23. Meetings of the Board …  A quorum for the transaction of business at any meeting of the directors shall be a majority of the number of directors then in office. 

Comparing this to the quorum requirements for a member’s meeting, it’s theoretically possible for the member’s meeting to achieve quorum with less people than a meeting of the BOD.

41. Meetings of the Board are held to be private. Therefore minutes of the Board meetings are not available to the public or to members. However, summaries of the business conducted will be made available at the annual meetings. The summaries will take into account items where confidentiality is of concern. In this context, confidentiality is held with the intent of being good stewards of the information with which Board members are entrusted; there is no intent to keep information hidden or secret.

Hopefully the BOD will still make meeting summaries available to the general public as it has in the past.

55. This Bylaw may be repealed or amended by a resolution enacted by a majority of the directors at a meeting of the Board of Directors and sanctioned by an affirmative vote of at least two-thirds (2/3) of the votes cast by the members at a duly called annual meeting or special meeting of the members or by a ballot vote held in accordance with section 13 of this bylaw.

Given that the quorum requirements in (11) and (12) (see above) are so low this could allow a small group of people to rewrite the bylaws to their own ends and effectively hijack the corporation. (cf Concordia Edmonton) I’d be much more comfortable with amendments requiring the affirmative vote of minimum percentage of membership, or a confirmation vote of all the members.

Communication between the delegates

The one major point raised at the 2017 Synod convention was facilitating communication within the membership so they could do some work ahead of time and so arrive at good, well-informed decisions. These revised bylaws don’t touch that question and I think it’d be good to either add it here or in a policy document.

3 thoughts on “LCC East District Prepares to Reinvent Itself

Add yours

  1. After an admittedly quick read, there are a couple quite fundamental questions that come to mind: 1. how can the purposes of the corporation not be changing (Article IV of the 2015 handbook) if the corporation will no longer deal with ecclesiastical matters (page 25 of the proposal, as you have highlighted above), since the purposes are explicitly ecclesiastical in nature? and 2. if the corporation will not deal with ecclesiastical matters, why is membership (no matter what Class) contingent on membership in LCC, why are members of Synod still involved in meeting and voting, and why is there any requirement for clergy representation on the Board at all, never mind an equal number of clergy and laity?

    I’ve understood in general that the desire is to maintain the corporation to administer CEF. Continuing to have a membership and leadership structure that is still so tied to Synod membership will lead to the pastors and congregations having many more roles to serve in, when both Synod and this new corporation are taken into account.

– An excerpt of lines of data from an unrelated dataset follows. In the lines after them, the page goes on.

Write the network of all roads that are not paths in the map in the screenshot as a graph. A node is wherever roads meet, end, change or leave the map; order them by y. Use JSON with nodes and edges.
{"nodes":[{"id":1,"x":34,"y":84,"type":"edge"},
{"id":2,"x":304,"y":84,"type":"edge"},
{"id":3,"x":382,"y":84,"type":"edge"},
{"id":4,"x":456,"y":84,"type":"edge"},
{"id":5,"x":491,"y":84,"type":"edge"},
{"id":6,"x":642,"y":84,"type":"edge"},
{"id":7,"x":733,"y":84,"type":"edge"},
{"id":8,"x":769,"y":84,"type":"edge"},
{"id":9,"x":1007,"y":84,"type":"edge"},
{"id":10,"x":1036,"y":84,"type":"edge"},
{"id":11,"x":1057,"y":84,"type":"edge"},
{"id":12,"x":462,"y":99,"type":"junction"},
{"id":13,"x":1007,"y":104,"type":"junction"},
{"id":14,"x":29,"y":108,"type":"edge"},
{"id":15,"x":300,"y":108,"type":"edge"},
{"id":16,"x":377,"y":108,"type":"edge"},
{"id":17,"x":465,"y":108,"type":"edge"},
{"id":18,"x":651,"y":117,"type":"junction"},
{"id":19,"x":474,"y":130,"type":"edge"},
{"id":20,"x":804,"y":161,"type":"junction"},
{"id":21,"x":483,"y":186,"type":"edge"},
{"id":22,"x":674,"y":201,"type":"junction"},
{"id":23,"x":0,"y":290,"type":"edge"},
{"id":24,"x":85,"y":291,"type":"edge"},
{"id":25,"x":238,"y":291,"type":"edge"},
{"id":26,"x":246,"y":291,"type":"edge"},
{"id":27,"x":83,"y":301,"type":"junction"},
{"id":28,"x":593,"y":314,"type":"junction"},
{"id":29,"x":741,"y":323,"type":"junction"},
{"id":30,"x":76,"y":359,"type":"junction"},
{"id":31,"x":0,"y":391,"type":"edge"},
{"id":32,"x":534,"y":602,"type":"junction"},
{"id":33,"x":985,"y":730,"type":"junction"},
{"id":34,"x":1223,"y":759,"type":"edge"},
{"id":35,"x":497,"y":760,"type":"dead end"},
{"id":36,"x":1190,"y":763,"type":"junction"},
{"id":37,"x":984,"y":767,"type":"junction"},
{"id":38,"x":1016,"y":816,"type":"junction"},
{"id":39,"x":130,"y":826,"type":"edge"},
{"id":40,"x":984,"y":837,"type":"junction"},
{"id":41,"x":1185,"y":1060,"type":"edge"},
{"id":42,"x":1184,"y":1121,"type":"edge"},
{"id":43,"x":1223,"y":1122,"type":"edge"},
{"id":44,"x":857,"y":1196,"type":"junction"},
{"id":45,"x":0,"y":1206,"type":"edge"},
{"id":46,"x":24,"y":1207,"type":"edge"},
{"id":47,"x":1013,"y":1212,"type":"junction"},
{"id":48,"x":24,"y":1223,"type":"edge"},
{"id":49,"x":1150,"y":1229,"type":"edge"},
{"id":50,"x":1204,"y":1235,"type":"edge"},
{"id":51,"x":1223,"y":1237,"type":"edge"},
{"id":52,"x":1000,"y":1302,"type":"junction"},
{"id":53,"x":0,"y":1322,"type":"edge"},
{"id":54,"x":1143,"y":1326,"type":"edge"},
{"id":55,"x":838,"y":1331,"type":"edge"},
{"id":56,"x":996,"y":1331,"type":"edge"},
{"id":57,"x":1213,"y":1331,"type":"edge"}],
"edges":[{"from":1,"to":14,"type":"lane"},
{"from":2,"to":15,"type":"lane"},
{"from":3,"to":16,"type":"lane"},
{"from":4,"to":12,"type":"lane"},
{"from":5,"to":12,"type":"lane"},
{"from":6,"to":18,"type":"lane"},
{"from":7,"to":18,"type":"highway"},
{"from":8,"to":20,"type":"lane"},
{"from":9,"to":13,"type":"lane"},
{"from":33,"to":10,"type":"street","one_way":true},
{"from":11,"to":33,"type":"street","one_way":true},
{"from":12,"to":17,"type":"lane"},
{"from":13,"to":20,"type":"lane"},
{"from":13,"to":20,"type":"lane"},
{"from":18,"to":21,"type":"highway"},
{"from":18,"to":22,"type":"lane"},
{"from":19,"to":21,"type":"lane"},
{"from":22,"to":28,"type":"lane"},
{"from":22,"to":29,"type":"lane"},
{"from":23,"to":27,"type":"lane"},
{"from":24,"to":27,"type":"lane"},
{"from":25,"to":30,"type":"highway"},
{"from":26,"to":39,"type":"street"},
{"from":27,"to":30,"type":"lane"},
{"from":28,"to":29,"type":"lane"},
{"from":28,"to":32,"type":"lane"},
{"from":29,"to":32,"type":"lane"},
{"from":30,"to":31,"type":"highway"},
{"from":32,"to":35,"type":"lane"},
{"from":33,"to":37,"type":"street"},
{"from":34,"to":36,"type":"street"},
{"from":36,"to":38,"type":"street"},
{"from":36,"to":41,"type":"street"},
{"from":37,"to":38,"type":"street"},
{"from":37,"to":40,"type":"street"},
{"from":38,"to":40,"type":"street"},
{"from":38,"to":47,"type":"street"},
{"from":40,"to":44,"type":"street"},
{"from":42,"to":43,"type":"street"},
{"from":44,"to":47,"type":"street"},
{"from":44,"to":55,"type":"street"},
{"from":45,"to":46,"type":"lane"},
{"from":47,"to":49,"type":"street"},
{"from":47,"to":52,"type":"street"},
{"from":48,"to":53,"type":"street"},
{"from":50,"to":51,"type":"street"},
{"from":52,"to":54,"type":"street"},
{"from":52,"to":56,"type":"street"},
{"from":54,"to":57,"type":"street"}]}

    I commend the East District for being open about these plans. It gives time for its people to consider them, which is a good thing. At the same time, that last concern is not only with the East District, since I’m of the understanding that both ABC and Central plan to continue as corporations as well. If we are going to still require our congregations, pastors, and deacons to be involved in the operations of four corporations instead of one, then the shortcomings of our restructuring are going to be even more magnified than they have been already.